§ Dataset content:
————

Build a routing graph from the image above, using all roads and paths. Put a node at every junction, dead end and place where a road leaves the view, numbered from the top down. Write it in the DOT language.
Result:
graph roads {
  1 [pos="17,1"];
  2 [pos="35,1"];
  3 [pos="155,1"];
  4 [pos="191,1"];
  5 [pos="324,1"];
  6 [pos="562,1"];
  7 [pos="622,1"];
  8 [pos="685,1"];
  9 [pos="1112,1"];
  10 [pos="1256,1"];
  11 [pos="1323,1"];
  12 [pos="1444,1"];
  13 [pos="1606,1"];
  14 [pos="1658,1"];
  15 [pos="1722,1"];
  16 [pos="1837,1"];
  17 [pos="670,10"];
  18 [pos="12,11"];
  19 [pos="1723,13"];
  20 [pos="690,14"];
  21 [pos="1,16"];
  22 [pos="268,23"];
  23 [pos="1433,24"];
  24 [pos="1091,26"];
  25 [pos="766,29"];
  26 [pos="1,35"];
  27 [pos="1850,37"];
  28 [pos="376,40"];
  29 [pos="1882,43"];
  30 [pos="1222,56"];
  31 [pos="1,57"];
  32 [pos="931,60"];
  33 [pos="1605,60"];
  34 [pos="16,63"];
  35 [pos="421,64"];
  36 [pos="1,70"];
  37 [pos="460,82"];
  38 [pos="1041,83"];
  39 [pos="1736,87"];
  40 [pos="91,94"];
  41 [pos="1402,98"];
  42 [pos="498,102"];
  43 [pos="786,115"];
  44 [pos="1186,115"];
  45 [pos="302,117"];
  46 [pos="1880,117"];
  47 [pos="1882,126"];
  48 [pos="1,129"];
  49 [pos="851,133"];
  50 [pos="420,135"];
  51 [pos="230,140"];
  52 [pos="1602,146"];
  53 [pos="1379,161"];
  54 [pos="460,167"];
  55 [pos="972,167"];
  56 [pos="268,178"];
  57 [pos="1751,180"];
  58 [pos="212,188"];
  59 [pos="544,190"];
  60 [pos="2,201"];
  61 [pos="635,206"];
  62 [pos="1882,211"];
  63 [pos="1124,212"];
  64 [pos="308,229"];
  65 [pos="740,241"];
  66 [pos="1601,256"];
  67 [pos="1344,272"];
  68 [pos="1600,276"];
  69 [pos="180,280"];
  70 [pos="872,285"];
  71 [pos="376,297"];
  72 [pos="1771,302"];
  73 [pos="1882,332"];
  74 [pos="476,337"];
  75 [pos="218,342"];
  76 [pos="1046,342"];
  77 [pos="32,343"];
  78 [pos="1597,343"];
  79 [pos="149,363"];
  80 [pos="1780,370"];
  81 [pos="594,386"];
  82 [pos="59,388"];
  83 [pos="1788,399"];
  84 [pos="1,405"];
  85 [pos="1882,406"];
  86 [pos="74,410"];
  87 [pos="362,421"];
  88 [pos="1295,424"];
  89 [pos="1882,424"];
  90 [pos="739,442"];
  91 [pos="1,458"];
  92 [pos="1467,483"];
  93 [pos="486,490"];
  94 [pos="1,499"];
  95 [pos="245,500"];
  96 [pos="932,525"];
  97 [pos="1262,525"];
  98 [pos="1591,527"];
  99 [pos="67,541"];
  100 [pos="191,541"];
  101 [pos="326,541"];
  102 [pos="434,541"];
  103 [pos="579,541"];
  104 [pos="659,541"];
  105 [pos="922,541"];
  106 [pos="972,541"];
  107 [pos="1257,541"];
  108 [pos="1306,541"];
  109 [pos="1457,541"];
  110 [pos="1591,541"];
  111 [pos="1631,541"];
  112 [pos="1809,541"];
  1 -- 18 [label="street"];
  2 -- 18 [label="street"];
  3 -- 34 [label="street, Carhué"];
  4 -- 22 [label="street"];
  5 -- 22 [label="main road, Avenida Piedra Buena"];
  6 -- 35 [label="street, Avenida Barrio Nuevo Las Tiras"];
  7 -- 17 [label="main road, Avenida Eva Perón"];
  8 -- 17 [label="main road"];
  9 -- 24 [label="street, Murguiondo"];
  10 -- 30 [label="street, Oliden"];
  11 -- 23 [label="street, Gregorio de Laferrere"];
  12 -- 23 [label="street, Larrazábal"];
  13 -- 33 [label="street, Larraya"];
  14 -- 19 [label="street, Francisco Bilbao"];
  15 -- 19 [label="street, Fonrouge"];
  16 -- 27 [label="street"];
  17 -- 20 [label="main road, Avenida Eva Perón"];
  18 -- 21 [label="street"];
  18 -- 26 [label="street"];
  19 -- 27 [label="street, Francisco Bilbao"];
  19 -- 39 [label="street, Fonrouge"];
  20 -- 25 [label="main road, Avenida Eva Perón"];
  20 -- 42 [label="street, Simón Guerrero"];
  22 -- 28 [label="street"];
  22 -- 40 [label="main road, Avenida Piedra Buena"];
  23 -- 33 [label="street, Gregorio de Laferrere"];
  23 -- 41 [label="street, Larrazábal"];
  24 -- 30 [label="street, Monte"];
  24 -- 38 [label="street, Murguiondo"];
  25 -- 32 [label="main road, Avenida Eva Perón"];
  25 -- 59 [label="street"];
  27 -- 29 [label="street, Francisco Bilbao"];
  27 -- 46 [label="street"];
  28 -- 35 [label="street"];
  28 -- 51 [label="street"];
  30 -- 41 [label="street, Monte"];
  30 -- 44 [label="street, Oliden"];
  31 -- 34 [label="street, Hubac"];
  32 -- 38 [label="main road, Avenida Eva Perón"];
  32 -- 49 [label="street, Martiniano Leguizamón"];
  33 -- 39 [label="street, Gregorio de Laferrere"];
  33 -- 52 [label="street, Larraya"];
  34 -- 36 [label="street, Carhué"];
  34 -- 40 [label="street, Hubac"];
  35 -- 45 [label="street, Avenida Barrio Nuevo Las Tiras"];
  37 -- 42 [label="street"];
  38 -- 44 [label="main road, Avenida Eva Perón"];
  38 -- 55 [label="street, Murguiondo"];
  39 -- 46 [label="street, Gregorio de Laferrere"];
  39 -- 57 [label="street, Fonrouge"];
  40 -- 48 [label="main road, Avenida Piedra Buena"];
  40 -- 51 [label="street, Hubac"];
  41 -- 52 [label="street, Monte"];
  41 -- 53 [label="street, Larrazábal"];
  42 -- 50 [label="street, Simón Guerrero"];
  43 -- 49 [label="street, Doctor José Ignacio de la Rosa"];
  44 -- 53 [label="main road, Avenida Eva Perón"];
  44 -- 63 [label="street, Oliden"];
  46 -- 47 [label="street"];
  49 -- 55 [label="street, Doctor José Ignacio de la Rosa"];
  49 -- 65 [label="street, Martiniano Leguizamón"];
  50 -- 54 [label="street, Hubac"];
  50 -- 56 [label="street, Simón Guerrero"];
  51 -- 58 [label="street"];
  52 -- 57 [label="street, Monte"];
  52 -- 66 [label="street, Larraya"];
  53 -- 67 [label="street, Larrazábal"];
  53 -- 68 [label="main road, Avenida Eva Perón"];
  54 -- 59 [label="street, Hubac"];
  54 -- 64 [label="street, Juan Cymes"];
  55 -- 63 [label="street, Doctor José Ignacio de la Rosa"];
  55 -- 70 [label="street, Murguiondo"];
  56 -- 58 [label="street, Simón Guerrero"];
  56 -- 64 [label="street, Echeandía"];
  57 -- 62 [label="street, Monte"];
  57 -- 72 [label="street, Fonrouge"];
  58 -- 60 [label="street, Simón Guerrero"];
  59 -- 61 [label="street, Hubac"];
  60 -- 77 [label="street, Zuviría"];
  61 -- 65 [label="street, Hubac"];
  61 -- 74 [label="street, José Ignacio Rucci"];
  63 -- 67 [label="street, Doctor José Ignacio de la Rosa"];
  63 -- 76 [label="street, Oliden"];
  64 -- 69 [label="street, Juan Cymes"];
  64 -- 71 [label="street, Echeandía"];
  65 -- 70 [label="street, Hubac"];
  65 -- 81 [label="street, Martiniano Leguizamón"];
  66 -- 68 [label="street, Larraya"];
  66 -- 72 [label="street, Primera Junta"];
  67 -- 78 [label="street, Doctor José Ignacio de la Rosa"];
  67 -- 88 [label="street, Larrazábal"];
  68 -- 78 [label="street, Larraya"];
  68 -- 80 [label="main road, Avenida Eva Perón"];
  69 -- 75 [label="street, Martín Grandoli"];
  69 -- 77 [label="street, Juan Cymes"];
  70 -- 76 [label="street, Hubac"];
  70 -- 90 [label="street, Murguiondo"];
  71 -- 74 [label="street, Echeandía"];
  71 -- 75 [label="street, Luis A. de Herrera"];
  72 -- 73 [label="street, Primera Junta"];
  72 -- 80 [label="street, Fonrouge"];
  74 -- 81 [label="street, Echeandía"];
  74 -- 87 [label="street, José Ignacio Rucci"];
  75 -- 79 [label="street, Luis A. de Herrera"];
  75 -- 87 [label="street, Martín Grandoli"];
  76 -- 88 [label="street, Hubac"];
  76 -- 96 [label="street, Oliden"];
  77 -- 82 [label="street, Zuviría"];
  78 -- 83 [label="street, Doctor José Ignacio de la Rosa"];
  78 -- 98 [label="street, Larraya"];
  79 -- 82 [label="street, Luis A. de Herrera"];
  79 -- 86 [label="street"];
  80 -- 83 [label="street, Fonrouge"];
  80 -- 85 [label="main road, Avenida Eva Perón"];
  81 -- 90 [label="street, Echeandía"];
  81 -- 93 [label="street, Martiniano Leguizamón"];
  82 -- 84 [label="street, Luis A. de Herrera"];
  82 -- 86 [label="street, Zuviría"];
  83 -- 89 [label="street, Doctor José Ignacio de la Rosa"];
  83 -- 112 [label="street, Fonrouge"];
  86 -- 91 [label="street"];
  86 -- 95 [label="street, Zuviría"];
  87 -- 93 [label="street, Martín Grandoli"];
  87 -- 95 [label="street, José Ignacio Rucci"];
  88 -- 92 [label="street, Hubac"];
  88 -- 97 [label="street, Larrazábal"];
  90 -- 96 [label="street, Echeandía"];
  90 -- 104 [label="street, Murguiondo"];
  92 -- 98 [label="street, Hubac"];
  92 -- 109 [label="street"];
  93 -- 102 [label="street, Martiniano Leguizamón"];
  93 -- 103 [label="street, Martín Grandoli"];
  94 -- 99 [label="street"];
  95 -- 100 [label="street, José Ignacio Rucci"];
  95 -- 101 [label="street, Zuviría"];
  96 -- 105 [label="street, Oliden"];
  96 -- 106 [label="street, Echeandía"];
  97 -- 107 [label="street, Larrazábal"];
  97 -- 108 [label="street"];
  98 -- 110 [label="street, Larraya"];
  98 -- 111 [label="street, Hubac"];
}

————

§ Exercise details: For the entries shown above, tally every line containing the word "Laferrere". Report the tally and nothing else.

§ Result of the exercise: 4